**Record extracts**
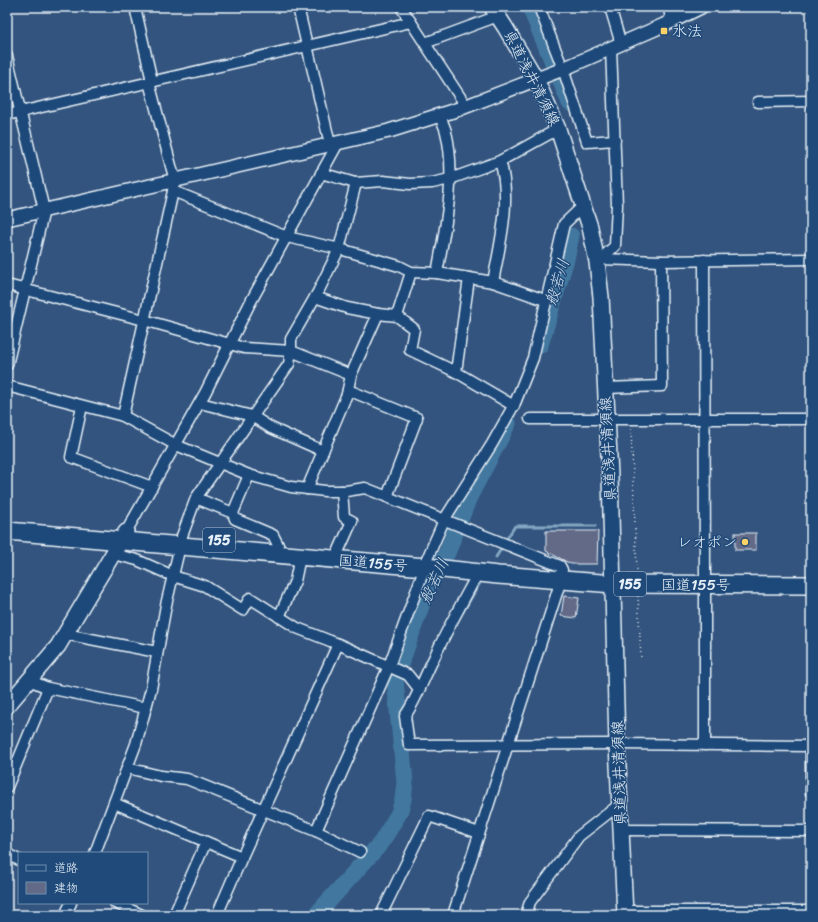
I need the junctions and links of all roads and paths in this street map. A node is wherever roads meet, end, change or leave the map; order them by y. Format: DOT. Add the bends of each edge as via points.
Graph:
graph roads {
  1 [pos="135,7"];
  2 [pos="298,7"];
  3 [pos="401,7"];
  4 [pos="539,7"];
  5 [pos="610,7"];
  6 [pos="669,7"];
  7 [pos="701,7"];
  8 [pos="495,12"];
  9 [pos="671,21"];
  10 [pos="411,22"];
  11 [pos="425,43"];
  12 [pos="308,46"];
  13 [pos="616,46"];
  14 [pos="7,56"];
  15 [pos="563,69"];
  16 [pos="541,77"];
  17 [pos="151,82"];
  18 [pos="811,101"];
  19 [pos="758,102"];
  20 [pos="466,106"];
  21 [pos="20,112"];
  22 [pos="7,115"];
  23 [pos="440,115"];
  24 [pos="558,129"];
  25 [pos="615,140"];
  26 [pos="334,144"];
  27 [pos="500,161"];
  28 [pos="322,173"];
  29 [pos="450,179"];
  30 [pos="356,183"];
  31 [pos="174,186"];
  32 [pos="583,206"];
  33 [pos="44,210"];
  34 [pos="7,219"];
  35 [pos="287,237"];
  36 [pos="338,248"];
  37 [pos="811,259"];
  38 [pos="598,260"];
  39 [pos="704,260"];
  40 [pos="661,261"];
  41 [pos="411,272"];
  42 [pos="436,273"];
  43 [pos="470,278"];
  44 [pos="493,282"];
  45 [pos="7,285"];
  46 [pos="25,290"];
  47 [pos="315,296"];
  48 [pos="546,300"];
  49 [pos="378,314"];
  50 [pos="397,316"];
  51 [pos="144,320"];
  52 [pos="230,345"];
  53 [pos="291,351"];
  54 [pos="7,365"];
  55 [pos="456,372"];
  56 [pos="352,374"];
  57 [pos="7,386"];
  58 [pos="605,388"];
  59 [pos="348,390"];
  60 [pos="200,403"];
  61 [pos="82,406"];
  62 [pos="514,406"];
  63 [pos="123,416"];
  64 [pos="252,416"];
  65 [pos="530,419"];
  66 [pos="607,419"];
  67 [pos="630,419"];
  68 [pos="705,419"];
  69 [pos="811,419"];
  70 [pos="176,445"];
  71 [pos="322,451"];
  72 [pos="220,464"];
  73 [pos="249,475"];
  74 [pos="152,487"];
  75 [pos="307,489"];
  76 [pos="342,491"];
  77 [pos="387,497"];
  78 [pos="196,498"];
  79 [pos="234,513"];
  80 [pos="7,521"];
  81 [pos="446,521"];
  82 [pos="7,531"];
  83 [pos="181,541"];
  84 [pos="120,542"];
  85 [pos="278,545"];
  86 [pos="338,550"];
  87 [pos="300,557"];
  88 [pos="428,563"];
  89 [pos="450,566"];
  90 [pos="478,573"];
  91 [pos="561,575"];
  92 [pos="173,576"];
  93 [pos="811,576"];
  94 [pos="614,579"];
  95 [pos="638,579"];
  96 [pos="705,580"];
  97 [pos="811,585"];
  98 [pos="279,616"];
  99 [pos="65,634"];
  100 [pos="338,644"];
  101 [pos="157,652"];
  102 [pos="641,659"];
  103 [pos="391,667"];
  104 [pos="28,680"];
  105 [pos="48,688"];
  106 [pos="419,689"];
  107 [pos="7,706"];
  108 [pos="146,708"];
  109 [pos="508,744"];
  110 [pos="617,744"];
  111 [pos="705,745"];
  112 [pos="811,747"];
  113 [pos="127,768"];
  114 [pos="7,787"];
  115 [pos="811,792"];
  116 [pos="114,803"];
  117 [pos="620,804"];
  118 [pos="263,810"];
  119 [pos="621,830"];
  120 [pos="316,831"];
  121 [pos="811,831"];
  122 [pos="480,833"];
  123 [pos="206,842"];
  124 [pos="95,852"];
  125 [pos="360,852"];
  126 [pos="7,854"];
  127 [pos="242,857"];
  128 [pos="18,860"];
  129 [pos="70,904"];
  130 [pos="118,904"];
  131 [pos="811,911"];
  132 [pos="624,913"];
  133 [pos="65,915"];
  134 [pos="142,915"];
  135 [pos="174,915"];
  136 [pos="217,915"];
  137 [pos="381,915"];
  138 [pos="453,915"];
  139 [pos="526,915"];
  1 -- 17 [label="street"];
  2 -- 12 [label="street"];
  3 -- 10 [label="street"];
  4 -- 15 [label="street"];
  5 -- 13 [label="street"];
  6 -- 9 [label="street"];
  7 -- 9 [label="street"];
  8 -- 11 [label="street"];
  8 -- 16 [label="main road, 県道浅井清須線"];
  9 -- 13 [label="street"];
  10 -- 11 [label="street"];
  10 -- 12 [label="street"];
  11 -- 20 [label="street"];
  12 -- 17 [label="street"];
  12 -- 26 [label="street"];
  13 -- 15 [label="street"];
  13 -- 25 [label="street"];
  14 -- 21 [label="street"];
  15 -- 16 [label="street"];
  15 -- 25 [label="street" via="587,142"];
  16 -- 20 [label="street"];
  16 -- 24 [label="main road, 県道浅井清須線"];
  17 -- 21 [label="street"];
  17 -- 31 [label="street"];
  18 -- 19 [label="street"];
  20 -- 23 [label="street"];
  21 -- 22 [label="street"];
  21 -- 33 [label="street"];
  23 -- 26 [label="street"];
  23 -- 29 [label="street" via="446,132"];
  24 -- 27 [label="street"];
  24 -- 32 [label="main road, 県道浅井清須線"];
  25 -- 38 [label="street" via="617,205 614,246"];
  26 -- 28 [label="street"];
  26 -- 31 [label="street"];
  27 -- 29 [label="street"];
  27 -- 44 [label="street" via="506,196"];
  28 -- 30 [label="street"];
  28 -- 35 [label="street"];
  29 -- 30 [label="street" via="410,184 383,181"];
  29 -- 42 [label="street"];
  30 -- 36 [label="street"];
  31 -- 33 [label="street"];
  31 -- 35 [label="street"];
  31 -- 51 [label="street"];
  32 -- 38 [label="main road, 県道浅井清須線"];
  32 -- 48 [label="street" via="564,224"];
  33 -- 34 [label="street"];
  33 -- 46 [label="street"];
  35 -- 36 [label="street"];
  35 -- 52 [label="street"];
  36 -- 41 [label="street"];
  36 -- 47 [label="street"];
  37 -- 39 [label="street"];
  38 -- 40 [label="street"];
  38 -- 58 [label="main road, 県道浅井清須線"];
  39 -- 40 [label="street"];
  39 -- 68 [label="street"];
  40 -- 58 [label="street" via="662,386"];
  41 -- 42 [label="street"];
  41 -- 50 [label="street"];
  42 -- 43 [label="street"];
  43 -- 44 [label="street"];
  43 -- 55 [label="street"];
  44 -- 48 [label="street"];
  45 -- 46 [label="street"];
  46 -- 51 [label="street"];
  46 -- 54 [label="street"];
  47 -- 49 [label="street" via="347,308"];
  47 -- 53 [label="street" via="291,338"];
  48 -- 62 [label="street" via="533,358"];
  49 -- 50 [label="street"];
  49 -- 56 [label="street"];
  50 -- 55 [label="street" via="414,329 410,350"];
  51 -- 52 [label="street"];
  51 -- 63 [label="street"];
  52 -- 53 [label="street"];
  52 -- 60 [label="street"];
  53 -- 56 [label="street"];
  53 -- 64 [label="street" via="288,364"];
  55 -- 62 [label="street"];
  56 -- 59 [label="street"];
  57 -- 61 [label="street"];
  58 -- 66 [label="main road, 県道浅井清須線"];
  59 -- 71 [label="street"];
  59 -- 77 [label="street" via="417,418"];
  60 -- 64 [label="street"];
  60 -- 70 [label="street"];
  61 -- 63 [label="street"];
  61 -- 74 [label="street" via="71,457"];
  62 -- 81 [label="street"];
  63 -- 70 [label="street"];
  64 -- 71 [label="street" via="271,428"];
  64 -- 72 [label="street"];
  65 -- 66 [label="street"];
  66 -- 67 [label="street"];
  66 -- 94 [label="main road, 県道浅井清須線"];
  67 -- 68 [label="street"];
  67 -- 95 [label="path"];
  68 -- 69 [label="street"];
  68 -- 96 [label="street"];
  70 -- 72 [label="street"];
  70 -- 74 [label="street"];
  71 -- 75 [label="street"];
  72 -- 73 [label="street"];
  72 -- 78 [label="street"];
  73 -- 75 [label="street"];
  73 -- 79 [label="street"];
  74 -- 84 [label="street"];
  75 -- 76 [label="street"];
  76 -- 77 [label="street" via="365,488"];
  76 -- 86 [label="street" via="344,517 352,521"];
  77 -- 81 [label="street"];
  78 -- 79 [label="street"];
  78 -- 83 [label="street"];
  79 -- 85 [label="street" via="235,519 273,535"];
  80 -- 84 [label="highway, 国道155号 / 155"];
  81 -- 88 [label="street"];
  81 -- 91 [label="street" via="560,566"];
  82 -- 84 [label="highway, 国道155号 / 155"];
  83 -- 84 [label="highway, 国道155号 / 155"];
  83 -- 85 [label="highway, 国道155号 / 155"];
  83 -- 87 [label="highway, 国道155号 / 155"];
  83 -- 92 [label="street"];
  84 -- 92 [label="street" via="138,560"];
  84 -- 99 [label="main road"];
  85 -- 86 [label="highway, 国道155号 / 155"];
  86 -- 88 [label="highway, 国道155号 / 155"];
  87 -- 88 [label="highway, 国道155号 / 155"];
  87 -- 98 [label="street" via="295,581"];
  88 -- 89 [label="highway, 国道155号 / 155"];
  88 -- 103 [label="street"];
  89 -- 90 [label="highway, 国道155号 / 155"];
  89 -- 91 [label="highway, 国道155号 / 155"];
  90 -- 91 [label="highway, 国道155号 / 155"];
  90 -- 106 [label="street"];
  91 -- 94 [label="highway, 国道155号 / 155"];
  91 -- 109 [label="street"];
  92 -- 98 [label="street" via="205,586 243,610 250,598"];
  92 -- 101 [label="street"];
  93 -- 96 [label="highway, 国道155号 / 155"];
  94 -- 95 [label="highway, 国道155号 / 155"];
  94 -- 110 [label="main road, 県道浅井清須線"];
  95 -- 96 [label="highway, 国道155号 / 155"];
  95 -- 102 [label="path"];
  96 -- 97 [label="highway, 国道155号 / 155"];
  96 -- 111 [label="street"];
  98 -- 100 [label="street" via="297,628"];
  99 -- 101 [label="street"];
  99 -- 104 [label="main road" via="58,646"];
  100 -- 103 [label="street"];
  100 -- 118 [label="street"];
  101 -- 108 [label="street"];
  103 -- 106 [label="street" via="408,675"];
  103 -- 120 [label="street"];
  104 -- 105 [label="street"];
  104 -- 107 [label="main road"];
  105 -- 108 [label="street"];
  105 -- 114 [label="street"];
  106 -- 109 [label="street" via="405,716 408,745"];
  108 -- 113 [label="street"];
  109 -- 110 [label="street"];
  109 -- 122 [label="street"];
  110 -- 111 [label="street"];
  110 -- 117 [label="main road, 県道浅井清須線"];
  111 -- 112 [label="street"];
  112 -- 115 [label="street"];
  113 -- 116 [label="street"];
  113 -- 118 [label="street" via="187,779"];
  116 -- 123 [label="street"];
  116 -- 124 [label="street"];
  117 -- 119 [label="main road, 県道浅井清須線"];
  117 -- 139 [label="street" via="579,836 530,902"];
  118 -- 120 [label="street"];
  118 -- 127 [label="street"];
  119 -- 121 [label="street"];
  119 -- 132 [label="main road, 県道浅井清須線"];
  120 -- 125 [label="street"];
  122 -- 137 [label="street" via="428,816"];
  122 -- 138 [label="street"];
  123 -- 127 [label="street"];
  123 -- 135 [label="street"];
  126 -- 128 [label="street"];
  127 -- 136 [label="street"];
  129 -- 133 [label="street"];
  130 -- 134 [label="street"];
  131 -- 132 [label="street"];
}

**Requirement**
Supply the count of lines in the entries that contain the word "県道浅井清須線", and nothing besides.

**Task result**
11